Loyalisten nehmen Auszeit am Runden Tisch

Die Mehrparteiengespräche finden die nächsten sechs Wochen ohne Beteiligung der UDP statt. Eine Vertreterin der nordirischen Frauenkoaliton hält den Ausschluß der Partei für eine Katastrophe  ■ Aus Dublin Ralf Sotscheck

Es bestehe „nicht die geringste Gefahr“, daß der nordirische Friedensprozeß zusammenbreche, sagte der irische Außenminister David Andrews gestern. Er begrüße die Aussicht auf die erneute Zulassung der loyalistischen Ulster Democratic Party (UDP) zu den Mehrparteiengesprächen.

Am Vortag hatten London und Dublin die UDP vom Runden Tisch zunächst verbannt, nachdem ihr bewaffneter Arm, die Ulster Defence Association (UDA), vorigen Freitag zugegeben hatte, mehrere Katholiken in diesem Monat ermordet zu haben. Die „Dekontaminierungsphase“ soll sechs Wochen dauern, in denen sich die UDA ruhig verhalten muß.

Die UDP hatte am Montag nachmittag die Gesprächsrunde verlassen, um dem Ausschluß zuvorzukommen. Parteichef Gary McMichael sagte, der Beschluß der Regierungen habe festgestanden, und man wollte sich nicht weiter demütigen lassen. Er sagte, die UDA habe sich „ehrenwert verhalten“, indem sie die Morde zugegeben habe, während „andere paramilitärische Organisationen töten und es leugnen“. Der Ausschluß seiner Partei fördere die „Instabilität der Lage“, der Friedensprozeß werde wackliger.

Monica McWilliams von der nordirischen Frauenkoalition, die an den Verhandlungen teilnimmt, bezeichnete den Ausschluß der UDP als „Katastrophe“. Sie befürchtet, daß die UDA nun sämtliche Hemmungen verlieren werde.

Seit die Organisation am Freitag einen Waffenstillstand verkündet hatte, wurden zwei weitere Katholiken getötet, wofür niemand die Verantwortung übernommen hat.
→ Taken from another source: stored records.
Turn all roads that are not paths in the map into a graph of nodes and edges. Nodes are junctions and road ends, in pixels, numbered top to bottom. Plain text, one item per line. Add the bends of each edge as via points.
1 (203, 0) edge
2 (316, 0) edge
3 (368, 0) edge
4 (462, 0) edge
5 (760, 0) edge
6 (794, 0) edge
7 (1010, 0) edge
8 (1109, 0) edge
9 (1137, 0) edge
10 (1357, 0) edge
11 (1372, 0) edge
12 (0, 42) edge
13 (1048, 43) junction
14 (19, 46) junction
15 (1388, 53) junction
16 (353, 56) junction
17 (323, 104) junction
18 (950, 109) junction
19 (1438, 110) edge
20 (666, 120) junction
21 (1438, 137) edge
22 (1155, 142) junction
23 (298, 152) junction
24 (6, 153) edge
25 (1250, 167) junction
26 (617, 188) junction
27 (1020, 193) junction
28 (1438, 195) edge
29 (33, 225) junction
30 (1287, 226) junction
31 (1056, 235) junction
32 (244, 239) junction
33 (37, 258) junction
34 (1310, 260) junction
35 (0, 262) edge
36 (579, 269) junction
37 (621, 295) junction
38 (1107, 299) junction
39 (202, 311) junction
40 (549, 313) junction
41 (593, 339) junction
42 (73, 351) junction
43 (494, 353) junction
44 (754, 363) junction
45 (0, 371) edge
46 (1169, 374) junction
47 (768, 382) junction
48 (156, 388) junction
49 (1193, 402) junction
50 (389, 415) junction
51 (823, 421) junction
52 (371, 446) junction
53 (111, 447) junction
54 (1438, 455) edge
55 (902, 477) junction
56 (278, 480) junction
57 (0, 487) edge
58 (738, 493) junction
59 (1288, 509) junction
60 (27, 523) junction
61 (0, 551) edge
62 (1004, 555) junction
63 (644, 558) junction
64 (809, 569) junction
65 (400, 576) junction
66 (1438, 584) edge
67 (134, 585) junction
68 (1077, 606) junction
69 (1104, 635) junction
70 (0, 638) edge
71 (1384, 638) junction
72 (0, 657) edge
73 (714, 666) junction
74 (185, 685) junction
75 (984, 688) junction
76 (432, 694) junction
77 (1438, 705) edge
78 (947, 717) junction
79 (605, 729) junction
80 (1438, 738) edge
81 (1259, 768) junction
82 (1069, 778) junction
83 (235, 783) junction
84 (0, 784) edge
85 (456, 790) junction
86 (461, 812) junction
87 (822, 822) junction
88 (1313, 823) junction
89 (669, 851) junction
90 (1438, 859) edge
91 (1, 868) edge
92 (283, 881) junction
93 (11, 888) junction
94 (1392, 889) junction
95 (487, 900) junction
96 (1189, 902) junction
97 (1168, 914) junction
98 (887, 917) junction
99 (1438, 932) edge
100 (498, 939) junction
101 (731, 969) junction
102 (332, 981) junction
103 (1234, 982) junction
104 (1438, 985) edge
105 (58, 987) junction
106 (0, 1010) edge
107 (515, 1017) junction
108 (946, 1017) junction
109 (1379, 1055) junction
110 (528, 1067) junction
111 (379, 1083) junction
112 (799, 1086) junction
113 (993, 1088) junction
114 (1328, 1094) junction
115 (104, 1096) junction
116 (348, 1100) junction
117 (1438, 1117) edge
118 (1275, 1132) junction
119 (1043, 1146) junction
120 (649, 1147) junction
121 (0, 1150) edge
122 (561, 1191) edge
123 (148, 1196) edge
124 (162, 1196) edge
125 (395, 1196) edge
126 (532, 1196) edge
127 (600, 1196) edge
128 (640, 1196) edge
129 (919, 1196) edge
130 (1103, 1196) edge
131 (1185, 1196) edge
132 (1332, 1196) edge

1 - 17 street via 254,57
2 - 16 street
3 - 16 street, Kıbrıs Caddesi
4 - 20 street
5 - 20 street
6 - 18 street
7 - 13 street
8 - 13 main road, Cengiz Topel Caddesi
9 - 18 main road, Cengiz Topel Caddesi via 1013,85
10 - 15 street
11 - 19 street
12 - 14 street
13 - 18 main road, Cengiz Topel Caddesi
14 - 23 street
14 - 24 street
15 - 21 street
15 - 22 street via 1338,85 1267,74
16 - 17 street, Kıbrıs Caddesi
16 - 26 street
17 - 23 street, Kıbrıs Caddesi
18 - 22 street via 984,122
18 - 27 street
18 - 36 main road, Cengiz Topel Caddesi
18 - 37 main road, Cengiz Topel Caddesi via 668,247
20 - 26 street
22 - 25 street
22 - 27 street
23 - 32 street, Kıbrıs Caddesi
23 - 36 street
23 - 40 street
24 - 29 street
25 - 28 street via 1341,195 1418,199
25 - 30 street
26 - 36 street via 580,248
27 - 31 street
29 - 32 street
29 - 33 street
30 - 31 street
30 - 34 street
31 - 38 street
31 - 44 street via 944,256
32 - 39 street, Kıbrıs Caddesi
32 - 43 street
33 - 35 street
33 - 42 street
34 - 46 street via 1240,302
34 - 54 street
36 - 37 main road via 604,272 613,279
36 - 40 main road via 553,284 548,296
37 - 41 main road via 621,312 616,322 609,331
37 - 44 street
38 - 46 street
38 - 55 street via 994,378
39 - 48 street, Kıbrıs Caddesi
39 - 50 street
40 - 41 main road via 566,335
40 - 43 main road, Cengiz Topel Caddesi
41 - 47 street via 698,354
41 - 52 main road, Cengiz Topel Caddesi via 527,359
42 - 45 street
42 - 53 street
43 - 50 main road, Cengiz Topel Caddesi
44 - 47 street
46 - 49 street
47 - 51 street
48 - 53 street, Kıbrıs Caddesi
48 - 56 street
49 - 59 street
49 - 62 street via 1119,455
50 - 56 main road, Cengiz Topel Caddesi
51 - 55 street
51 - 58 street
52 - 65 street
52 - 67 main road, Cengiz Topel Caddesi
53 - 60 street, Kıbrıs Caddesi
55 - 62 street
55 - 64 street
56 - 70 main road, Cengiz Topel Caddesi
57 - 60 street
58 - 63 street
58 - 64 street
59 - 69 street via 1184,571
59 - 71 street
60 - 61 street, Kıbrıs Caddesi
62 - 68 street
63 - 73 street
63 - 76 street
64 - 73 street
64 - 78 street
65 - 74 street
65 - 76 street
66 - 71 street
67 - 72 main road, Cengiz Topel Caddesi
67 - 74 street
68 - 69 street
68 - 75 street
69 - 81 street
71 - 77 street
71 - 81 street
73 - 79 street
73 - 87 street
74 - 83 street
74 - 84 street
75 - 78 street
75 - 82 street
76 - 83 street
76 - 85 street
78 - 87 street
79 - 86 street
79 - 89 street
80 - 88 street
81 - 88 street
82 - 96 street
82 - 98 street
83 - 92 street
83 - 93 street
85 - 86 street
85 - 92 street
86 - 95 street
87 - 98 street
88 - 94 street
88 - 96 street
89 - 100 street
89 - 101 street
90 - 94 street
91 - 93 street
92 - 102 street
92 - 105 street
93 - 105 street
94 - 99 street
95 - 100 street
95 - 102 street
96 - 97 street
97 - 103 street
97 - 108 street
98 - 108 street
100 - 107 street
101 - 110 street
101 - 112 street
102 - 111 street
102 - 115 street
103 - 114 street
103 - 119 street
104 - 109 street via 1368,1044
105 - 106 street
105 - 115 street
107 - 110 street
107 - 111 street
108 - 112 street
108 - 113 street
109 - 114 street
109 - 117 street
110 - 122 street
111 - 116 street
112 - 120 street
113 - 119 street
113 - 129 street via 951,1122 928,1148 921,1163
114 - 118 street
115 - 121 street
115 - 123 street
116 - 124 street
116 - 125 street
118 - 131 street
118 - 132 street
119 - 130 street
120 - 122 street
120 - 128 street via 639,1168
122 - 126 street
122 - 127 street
Die Splittergruppe Loyalist Volunteer Force (LVF) erklärte gestern jedoch, daß sie ihre Waffen nicht niederlegen werde, solange „sich Dublin in nordirische Angelegenheiten“ einmische. Am frühen Morgen war ein katholischer Taxifahrer in Belfast bei einem Anschlag mit dem Leben davongekommen, weil die Pistole der Attentäter klemmte.

Bei den Friedensverhandlungen, die vorübergehend in London stattfinden, standen gestern die gesamtirischen Institutionen auf der Tagesordnung – und damit auch die nächsten Probleme. Sinn Féin, der politische Flügel der IRA, fordert Exekutivgewalt für diese Institutionen, wie es im Rahmenplan der beiden Regierungen von 1995 vorgesehen war. Doch von diesem Plan waren London und Dublin Anfang Januar abgerückt, um die UDP bei der Stange zu halten.

Die Ulster Unionist Party (UUP), die größte nordirische Partei, warnte nun, daß sie die Verhandlungen boykottieren werde, falls die Exekutivgewalt wieder ins Spiel gebracht würde. Die Regierungen versuchten gestern in einem Drahtseilakt, es allen recht zu machen. Sie legten dem Runden Tisch ein zwar umfangreiches, aber undeutlich formuliertes Papier vor, das eine Liste von Optionen sowie 16 Fragen enthält.

Darüber sollen die Parteien in den nächsten Wochen verhandeln, doch die Atmosphäre ist zu Gesprächen kaum angetan: UUP- Vorstandsmitglied Ken Maginnis beschimpfte den Sinn-Féin-Präsidenten Gerry Adams gestern als „dreckigen Mörder“. Der frühere US-Senator George Mitchel, der die Gespräche leitet, sagte dagegen, er sei davon überzeugt, daß bis Mai eine Lösung des nordirischen Konflikts gefunden werde.